REQUIRED ACTION: Go through the data and copy each line where the word "dead" shows up.

PROVIDED DATA:
'''

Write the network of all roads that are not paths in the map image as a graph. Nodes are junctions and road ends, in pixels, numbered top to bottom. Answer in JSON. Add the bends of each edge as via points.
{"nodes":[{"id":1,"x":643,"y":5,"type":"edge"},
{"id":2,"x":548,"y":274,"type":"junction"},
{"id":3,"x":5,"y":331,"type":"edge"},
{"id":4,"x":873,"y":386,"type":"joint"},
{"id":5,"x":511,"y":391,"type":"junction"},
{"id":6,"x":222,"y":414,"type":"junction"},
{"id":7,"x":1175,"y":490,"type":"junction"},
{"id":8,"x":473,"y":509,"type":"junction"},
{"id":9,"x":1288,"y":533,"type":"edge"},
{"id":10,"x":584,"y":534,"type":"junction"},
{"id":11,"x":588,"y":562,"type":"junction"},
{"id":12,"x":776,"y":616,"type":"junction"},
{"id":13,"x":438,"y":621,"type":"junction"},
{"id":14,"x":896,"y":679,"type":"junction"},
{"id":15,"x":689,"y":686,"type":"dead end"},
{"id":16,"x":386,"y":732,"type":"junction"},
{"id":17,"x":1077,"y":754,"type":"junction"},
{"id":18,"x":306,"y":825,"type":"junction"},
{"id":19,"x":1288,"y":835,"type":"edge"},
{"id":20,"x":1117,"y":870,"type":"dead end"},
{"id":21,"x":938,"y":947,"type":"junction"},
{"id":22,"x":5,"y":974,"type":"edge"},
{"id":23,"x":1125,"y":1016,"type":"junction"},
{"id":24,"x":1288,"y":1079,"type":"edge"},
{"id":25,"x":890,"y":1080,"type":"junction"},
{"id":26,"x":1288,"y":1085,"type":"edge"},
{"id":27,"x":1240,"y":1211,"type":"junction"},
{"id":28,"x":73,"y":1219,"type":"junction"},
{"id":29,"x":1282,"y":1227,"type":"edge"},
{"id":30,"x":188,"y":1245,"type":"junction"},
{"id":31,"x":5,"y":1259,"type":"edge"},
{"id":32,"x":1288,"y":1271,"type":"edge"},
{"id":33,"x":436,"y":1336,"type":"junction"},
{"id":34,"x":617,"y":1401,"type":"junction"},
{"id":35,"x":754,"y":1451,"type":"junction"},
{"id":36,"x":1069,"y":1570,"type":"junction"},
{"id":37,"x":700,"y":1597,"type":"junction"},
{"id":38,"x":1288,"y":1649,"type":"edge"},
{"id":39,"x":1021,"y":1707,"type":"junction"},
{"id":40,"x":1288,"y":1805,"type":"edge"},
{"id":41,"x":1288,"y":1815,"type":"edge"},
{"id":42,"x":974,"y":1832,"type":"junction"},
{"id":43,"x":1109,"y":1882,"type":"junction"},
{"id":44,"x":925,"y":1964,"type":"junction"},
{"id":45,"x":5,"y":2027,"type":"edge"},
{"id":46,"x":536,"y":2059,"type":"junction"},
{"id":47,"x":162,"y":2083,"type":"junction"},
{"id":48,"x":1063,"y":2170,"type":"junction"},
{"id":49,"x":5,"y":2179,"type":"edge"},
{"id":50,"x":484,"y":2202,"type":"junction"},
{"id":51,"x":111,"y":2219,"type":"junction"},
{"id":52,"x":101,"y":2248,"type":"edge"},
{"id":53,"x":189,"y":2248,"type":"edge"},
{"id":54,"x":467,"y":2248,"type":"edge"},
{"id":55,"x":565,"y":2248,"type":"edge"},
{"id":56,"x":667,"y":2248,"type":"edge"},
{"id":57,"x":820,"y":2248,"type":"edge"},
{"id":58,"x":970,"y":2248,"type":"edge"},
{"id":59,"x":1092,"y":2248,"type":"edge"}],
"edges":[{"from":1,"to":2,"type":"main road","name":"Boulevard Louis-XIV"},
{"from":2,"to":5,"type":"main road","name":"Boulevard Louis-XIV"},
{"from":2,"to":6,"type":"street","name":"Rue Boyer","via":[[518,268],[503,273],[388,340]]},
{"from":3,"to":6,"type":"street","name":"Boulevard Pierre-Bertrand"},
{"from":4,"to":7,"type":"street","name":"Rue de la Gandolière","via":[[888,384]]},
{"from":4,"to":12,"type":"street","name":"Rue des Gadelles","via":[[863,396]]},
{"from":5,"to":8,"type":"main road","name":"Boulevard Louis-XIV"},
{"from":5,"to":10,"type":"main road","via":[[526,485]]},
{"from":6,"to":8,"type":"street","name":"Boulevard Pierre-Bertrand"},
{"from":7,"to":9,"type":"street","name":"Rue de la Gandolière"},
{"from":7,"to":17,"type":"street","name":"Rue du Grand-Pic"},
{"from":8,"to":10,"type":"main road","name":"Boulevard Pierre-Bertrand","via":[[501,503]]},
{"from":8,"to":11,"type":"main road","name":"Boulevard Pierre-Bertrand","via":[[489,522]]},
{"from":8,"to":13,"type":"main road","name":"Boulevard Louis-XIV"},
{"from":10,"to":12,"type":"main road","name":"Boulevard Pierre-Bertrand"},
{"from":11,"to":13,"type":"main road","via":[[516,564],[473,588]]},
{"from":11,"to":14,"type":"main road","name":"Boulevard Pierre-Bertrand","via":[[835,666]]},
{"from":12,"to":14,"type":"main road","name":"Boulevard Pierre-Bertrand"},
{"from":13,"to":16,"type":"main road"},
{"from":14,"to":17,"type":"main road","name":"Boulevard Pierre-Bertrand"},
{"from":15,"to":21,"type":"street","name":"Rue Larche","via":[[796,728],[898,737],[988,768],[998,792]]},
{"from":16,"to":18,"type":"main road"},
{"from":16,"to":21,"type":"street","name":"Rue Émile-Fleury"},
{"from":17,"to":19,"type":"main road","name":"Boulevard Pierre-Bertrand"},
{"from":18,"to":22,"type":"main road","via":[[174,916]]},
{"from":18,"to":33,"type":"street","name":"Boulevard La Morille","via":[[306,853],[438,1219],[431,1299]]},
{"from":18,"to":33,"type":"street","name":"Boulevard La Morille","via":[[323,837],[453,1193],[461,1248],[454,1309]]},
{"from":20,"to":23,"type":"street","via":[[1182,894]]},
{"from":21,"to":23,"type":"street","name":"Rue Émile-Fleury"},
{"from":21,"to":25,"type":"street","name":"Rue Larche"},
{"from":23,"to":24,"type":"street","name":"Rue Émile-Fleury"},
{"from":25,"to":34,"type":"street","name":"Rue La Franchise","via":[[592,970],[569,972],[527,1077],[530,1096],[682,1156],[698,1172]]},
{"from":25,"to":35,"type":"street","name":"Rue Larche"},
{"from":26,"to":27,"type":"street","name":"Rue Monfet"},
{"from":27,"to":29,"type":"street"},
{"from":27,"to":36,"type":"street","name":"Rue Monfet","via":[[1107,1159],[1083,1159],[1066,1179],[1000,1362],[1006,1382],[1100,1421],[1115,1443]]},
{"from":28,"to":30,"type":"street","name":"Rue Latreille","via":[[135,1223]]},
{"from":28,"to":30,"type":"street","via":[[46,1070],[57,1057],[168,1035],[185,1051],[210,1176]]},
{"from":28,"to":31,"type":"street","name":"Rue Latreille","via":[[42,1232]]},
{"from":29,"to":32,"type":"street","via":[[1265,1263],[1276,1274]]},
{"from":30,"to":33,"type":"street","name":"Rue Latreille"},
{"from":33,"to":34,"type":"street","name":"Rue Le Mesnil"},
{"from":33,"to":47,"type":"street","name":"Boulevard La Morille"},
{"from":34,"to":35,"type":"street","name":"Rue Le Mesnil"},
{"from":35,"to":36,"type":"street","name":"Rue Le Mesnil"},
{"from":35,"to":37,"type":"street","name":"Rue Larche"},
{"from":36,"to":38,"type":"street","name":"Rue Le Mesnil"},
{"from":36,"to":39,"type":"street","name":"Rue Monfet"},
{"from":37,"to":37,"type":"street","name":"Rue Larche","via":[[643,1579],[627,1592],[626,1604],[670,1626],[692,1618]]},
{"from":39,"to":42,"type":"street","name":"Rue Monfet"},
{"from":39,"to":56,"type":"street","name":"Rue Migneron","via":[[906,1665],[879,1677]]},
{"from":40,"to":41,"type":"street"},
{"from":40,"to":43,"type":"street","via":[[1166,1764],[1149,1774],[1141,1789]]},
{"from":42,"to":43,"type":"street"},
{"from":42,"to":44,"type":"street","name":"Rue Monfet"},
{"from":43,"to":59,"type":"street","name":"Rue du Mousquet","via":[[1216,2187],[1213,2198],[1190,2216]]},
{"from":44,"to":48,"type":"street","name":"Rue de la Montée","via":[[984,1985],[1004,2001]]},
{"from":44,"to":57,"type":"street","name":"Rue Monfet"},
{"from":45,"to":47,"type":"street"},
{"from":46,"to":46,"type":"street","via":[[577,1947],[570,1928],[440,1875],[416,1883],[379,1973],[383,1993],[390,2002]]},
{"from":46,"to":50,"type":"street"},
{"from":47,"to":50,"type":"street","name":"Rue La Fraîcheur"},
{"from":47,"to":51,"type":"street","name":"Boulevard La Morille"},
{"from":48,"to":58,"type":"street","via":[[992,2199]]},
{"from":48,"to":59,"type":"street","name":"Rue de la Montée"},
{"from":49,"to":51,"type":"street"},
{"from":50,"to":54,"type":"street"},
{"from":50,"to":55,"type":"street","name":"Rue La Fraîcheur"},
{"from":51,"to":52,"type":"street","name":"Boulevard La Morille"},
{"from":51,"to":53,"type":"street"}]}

'''

YOUR SOLUTION:
{"id":15,"x":689,"y":686,"type":"dead end"},
{"id":20,"x":1117,"y":870,"type":"dead end"},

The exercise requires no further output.